Long before the arrival of Europeans, close to 2 million Maya lived in the area that now compromises modern-day Belize. Powerful city states like Lamanai, Xunantunich, and Caracol were built to dominate their neighbors, large metropolises built from stone, surrounded by agricultural communities.
Historians divide the long reign of the Maya into three periods: the Pre-Classic (approximately 1000 BC to 300 AD), the Classic Period (AD 300-900), and the Post-Classic (AD 1000-1500). The spectacular achievements of the Maya reached their peak during the Classic Period with a sharp drop-off in the Post-Classic Period that culminated in all of the big cities being abandoned for reasons that no one today fully understands.
The Europeans Arrive
On his fourth voyage to the New World in 1502, Christopher Columbus sailed up and down the coast of Central America, charting and naming the Bay of Honduras which lies off the southern coast of modern-day Belize.
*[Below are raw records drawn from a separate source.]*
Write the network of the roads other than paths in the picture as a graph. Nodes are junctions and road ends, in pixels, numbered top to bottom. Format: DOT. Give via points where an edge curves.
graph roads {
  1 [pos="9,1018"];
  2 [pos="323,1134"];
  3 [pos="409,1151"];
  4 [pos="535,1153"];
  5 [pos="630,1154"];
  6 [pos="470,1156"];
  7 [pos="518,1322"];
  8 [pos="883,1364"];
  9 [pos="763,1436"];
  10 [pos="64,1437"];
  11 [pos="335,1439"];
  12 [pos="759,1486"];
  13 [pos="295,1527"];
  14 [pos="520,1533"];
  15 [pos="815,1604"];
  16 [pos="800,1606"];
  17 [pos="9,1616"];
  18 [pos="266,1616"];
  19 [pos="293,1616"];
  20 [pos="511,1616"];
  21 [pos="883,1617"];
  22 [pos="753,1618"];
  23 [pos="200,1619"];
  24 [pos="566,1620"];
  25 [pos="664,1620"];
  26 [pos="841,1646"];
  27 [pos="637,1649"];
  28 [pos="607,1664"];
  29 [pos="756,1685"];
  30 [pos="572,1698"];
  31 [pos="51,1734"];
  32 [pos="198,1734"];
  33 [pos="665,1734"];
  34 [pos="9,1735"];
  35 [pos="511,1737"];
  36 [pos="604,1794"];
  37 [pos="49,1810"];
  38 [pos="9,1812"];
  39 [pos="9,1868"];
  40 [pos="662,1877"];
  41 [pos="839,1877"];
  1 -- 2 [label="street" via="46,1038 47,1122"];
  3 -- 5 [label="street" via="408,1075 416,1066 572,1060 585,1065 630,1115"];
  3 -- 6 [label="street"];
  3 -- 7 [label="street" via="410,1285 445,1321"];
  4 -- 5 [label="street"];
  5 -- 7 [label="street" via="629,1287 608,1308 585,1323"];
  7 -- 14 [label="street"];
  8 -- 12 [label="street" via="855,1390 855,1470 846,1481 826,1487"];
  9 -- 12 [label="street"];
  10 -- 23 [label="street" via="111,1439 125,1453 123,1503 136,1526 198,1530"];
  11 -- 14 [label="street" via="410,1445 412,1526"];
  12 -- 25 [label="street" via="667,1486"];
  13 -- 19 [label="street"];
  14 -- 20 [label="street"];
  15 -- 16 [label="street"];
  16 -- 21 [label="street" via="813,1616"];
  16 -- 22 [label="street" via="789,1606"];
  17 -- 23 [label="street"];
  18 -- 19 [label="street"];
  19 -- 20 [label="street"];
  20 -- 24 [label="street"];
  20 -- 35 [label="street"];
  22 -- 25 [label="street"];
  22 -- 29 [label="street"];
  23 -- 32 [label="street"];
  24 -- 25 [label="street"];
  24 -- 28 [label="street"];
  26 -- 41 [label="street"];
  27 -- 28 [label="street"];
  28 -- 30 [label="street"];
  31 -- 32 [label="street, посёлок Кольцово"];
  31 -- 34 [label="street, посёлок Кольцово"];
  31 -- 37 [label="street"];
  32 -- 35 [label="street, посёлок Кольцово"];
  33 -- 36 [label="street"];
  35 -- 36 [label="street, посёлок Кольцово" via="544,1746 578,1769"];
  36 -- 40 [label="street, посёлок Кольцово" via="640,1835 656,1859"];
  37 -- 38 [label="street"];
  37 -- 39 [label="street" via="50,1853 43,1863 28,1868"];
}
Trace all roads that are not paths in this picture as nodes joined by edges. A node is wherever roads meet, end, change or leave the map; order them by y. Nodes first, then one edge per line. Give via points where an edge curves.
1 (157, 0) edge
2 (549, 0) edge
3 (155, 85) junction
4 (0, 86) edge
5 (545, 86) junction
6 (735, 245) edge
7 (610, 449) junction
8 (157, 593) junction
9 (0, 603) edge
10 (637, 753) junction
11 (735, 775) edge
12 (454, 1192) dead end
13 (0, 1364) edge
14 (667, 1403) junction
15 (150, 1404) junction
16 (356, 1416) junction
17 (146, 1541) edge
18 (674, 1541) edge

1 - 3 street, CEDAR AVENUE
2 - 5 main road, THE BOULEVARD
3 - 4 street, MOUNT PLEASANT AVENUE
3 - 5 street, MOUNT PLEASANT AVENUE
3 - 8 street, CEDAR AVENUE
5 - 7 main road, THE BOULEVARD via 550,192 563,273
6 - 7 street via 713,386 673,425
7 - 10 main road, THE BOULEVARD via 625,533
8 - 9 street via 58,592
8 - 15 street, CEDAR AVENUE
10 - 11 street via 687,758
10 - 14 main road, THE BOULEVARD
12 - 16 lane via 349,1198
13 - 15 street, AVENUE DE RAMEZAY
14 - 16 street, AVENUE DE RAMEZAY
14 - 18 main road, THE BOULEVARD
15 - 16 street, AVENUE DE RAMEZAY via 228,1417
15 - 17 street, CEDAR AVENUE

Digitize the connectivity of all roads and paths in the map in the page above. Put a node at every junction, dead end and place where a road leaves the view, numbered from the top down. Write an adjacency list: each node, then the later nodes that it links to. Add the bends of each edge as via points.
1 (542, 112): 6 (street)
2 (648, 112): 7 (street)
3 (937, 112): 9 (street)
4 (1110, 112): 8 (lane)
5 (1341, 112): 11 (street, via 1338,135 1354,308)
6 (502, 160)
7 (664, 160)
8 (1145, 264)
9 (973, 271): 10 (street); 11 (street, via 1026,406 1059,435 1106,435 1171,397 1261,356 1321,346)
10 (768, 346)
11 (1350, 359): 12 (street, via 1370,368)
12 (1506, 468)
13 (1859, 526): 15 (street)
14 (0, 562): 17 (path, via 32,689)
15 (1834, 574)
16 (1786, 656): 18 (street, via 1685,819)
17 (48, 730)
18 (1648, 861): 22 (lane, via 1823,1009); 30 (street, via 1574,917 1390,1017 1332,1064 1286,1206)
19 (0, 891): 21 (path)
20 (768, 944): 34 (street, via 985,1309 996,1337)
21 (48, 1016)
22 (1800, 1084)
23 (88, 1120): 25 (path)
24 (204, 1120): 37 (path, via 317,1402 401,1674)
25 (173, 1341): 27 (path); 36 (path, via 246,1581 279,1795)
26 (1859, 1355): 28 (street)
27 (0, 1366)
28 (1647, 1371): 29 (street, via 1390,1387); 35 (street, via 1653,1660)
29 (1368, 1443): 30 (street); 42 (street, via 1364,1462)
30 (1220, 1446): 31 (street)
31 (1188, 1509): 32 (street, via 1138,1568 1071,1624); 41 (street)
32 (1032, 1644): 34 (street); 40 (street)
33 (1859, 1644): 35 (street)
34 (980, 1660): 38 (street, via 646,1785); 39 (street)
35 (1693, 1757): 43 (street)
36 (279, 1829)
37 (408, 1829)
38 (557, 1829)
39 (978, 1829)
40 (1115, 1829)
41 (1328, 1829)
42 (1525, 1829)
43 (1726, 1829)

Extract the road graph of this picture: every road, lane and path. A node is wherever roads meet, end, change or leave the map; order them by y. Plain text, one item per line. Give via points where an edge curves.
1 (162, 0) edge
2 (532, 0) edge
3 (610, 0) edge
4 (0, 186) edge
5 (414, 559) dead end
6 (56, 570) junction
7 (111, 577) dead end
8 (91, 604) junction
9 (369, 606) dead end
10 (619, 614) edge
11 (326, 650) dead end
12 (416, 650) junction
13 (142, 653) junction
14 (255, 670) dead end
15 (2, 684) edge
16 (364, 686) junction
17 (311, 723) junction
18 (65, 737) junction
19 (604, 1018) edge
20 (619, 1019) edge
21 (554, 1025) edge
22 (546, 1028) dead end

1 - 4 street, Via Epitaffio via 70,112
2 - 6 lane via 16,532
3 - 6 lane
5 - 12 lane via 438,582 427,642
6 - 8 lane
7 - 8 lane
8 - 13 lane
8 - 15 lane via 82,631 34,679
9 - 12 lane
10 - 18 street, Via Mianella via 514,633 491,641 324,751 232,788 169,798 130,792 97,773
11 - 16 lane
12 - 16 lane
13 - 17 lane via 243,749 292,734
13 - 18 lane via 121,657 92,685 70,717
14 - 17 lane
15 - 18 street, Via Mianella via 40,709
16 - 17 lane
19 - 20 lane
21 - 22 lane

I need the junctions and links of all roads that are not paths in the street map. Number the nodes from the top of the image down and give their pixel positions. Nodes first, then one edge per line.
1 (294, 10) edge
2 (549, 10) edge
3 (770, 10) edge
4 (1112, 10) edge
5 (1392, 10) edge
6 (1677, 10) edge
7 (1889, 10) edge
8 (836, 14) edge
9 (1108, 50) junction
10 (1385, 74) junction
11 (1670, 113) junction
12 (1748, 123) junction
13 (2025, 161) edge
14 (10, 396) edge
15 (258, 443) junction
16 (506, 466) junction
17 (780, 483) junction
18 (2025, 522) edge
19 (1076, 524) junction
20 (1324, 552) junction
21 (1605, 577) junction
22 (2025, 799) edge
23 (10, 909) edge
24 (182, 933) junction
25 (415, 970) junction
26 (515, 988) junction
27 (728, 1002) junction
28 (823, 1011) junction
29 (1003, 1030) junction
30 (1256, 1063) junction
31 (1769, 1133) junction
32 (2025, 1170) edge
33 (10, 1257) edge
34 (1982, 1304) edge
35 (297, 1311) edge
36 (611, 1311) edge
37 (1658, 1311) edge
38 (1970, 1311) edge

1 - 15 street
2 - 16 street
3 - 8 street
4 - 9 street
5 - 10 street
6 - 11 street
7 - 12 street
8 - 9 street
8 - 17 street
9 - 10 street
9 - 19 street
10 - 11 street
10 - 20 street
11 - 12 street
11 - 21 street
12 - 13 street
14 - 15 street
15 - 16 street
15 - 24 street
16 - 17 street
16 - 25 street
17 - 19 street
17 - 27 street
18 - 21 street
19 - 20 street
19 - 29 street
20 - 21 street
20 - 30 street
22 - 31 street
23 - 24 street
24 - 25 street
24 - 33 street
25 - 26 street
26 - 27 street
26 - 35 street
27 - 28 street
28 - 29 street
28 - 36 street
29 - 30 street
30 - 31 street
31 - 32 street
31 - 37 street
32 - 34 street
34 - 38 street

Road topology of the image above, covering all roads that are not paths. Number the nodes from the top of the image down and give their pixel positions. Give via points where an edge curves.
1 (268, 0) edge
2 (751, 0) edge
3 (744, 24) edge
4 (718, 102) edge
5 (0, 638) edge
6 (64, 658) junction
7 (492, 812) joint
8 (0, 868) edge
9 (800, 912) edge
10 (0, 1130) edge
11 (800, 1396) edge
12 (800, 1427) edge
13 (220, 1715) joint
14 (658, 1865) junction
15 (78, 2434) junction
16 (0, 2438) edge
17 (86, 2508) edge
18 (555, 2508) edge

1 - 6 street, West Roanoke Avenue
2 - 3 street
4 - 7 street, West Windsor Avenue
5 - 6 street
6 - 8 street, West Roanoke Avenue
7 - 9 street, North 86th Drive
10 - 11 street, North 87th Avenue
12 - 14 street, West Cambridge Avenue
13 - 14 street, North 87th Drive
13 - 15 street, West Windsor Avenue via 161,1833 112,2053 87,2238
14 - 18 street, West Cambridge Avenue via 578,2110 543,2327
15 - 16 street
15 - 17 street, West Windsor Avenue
The first permanent European settlers in what was to become Belize were English Puritans, attracted to the area because of the valuable hardwood trees. These early settlers were joined by a motley assortment of pirates, buccaneers, and sailors. Collectively the English were known as “Baymen” after the nearby Bay of Honduras.
Later, Spain and Britain vied for control of the area, resolving the issue when Spain agreed to let English settlers live in the area in exchange for expelling all pirates.
In the 1840s, Britain declared the area to be an official colony of the empire, naming it British Honduras for the nearby bay. After slavery was outlawed in Britain, the composition of local people began to change with freed slaves becoming today’s Creoles. Civil wars in nearby Mexico led to the emigration of both Maya people as well as other indigenous people who are now known as Mestizos in Belize.
The Garifuna people, descended from African slaves who intermarried with indigenous peoples of the Caribbean, arrived in Belize after being exiled from their original home on the island of St. Vincent. One last addition to the make-up of the colony’s population was when a group of veterans from the American Civil War emigrated to the village in southern Belize now known as Punta Gorda.
At the turn of the 20th century, Belize had approximately 40,000 inhabitants. In 1954, Britain gave all adult residents the right to vote. In 1961, Britain agreed to set Belize on the path to independence.
In 1973, the colony’s name was officially changed to Belize. On September 21, 1981, Belize became a fully independent country.